ASSIGNMENT: What is needed here is an exact transcription of all the entries.

EXTRACTED DATA:

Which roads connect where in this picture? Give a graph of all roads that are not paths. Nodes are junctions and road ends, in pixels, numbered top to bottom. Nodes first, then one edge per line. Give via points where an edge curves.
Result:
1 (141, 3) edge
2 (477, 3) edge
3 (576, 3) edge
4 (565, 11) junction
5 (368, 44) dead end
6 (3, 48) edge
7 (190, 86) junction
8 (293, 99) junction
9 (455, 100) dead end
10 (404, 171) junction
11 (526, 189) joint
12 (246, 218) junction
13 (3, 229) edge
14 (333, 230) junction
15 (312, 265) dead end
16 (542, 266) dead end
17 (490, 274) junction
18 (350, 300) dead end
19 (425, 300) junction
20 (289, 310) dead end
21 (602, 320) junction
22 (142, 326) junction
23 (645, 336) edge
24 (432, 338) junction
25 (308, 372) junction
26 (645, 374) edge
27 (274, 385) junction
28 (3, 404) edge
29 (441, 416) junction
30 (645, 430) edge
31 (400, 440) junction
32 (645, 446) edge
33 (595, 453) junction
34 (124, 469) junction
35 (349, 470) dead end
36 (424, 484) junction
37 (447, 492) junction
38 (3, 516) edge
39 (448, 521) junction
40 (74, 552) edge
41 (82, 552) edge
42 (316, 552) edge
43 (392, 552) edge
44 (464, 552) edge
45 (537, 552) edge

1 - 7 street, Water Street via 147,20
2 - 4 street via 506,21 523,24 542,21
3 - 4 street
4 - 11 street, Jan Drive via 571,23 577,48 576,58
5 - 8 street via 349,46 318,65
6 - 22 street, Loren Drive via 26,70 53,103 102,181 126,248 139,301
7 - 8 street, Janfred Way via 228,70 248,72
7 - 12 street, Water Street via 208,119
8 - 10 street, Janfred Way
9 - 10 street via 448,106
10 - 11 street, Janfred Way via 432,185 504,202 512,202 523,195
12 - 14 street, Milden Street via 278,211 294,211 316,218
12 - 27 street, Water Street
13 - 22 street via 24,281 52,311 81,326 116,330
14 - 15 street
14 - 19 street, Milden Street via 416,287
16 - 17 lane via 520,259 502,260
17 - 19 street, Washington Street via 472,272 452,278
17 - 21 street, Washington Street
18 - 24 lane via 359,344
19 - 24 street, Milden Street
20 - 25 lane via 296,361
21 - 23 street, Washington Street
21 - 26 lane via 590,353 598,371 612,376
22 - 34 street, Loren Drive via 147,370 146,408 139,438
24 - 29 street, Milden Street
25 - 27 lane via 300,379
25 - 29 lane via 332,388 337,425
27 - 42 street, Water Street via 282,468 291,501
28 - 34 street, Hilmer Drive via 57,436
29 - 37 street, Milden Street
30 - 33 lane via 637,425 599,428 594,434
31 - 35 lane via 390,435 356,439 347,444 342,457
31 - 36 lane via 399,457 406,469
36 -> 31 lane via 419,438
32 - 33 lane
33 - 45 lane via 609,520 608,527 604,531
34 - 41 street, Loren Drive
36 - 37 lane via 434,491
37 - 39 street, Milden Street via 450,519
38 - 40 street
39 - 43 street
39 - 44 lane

TASK RESPONSE:
Which roads connect where in this picture? Give a graph of all roads that are not paths. Nodes are junctions and road ends, in pixels, numbered top to bottom. Nodes first, then one edge per line. Give via points where an edge curves.
Result:
1 (141, 3) edge
2 (477, 3) edge
3 (576, 3) edge
4 (565, 11) junction
5 (368, 44) dead end
6 (3, 48) edge
7 (190, 86) junction
8 (293, 99) junction
9 (455, 100) dead end
10 (404, 171) junction
11 (526, 189) joint
12 (246, 218) junction
13 (3, 229) edge
14 (333, 230) junction
15 (312, 265) dead end
16 (542, 266) dead end
17 (490, 274) junction
18 (350, 300) dead end
19 (425, 300) junction
20 (289, 310) dead end
21 (602, 320) junction
22 (142, 326) junction
23 (645, 336) edge
24 (432, 338) junction
25 (308, 372) junction
26 (645, 374) edge
27 (274, 385) junction
28 (3, 404) edge
29 (441, 416) junction
30 (645, 430) edge
31 (400, 440) junction
32 (645, 446) edge
33 (595, 453) junction
34 (124, 469) junction
35 (349, 470) dead end
36 (424, 484) junction
37 (447, 492) junction
38 (3, 516) edge
39 (448, 521) junction
40 (74, 552) edge
41 (82, 552) edge
42 (316, 552) edge
43 (392, 552) edge
44 (464, 552) edge
45 (537, 552) edge

1 - 7 street, Water Street via 147,20
2 - 4 street via 506,21 523,24 542,21
3 - 4 street
4 - 11 street, Jan Drive via 571,23 577,48 576,58
5 - 8 street via 349,46 318,65
6 - 22 street, Loren Drive via 26,70 53,103 102,181 126,248 139,301
7 - 8 street, Janfred Way via 228,70 248,72
7 - 12 street, Water Street via 208,119
8 - 10 street, Janfred Way
9 - 10 street via 448,106
10 - 11 street, Janfred Way via 432,185 504,202 512,202 523,195
12 - 14 street, Milden Street via 278,211 294,211 316,218
12 - 27 street, Water Street
13 - 22 street via 24,281 52,311 81,326 116,330
14 - 15 street
14 - 19 street, Milden Street via 416,287
16 - 17 lane via 520,259 502,260
17 - 19 street, Washington Street via 472,272 452,278
17 - 21 street, Washington Street
18 - 24 lane via 359,344
19 - 24 street, Milden Street
20 - 25 lane via 296,361
21 - 23 street, Washington Street
21 - 26 lane via 590,353 598,371 612,376
22 - 34 street, Loren Drive via 147,370 146,408 139,438
24 - 29 street, Milden Street
25 - 27 lane via 300,379
25 - 29 lane via 332,388 337,425
27 - 42 street, Water Street via 282,468 291,501
28 - 34 street, Hilmer Drive via 57,436
29 - 37 street, Milden Street
30 - 33 lane via 637,425 599,428 594,434
31 - 35 lane via 390,435 356,439 347,444 342,457
31 - 36 lane via 399,457 406,469
36 -> 31 lane via 419,438
32 - 33 lane
33 - 45 lane via 609,520 608,527 604,531
34 - 41 street, Loren Drive
36 - 37 lane via 434,491
37 - 39 street, Milden Street via 450,519
38 - 40 street
39 - 43 street
39 - 44 lane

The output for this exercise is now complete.